Axl Rose goes out on the town in New York City in 2006.

Guns N' Roses frontman Axl Rose finally released "Chinese Democracy" in November.

The band, which released its first album in 17 years last week, has found itself in a legal tussle with soft drink giant Dr Pepper over a promotion turned awry.

Dr Pepper rolled out a marketing campaign in March promising a "free soda" to "everyone in America" on one condition -- Axl Rose, lead singer and frontman for Guns N' Roses, had to "finally release his 17-year-in-the-making belabored masterpiece, 'Chinese Democracy,' in 2008."

Guns N' Roses, often called GN'R by its fans, released the album last week. And Dr Pepper followed through, posting a coupon on its Web site for a can of soda. There was one catch: fans had 24 hours to go the Web site and print out the coupon.

That's when the Pepper hit the fan.

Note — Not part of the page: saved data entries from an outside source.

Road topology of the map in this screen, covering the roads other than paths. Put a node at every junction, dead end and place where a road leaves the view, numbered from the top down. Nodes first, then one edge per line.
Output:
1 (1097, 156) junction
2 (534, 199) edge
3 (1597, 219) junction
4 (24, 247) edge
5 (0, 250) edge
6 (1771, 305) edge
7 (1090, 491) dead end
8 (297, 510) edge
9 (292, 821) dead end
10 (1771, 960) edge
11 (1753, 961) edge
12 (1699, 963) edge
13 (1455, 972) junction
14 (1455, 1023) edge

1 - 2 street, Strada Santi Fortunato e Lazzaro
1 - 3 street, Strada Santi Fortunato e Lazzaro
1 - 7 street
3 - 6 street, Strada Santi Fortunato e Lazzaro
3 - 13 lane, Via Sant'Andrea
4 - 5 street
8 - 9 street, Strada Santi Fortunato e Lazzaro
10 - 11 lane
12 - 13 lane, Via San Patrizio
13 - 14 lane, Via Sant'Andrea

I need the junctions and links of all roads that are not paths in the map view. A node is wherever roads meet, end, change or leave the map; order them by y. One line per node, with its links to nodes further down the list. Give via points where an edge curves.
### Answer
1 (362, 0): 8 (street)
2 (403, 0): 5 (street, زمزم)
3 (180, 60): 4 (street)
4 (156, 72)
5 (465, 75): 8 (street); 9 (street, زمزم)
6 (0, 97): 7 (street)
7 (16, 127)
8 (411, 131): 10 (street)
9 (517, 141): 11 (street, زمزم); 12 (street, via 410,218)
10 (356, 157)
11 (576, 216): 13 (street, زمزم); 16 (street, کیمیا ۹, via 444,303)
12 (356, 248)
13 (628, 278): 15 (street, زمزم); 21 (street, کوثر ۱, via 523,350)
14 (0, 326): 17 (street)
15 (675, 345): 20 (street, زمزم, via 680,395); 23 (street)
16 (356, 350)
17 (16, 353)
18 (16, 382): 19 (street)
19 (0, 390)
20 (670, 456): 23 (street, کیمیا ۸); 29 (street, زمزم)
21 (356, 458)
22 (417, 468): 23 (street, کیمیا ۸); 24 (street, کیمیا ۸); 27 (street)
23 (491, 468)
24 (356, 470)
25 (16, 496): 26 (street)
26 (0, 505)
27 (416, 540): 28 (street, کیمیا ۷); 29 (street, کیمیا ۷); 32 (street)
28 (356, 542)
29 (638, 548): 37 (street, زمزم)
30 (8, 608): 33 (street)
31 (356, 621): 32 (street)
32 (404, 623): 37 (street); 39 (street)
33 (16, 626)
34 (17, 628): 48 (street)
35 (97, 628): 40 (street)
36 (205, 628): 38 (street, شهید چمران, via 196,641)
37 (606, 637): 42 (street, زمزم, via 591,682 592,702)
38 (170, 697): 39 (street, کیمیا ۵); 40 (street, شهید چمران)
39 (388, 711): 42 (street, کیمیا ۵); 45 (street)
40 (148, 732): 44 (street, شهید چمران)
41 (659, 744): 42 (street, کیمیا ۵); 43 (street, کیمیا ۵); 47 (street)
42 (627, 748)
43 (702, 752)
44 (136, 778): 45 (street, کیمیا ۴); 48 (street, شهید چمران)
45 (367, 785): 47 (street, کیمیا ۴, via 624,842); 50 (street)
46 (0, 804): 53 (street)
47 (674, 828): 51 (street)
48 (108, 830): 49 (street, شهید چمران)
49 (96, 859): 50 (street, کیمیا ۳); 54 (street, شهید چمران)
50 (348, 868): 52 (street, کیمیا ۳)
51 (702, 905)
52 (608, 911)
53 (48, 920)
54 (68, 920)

Video Watch why GN'R is so angry »

So many GN'R fans -- and, no doubt, fans of free stuff in general -- tried to get the coupon that they choked the site and it crashed. Disgruntled and downright ticked off, some blamed the band.

"When you go on the blogs and you read the responses from the fans, they associated Axl with this promotion ... and blame him for the fact that they didn't get their free soda," said GN'R lawyer Laurie Soriano.

That's when GN'R became GN'RN'L. Soriano fired off a letter to Dr P. No one is LOL.

Her letter asked the soft drink company to make good on its offer. She has yet to hear back, Soriano said this week.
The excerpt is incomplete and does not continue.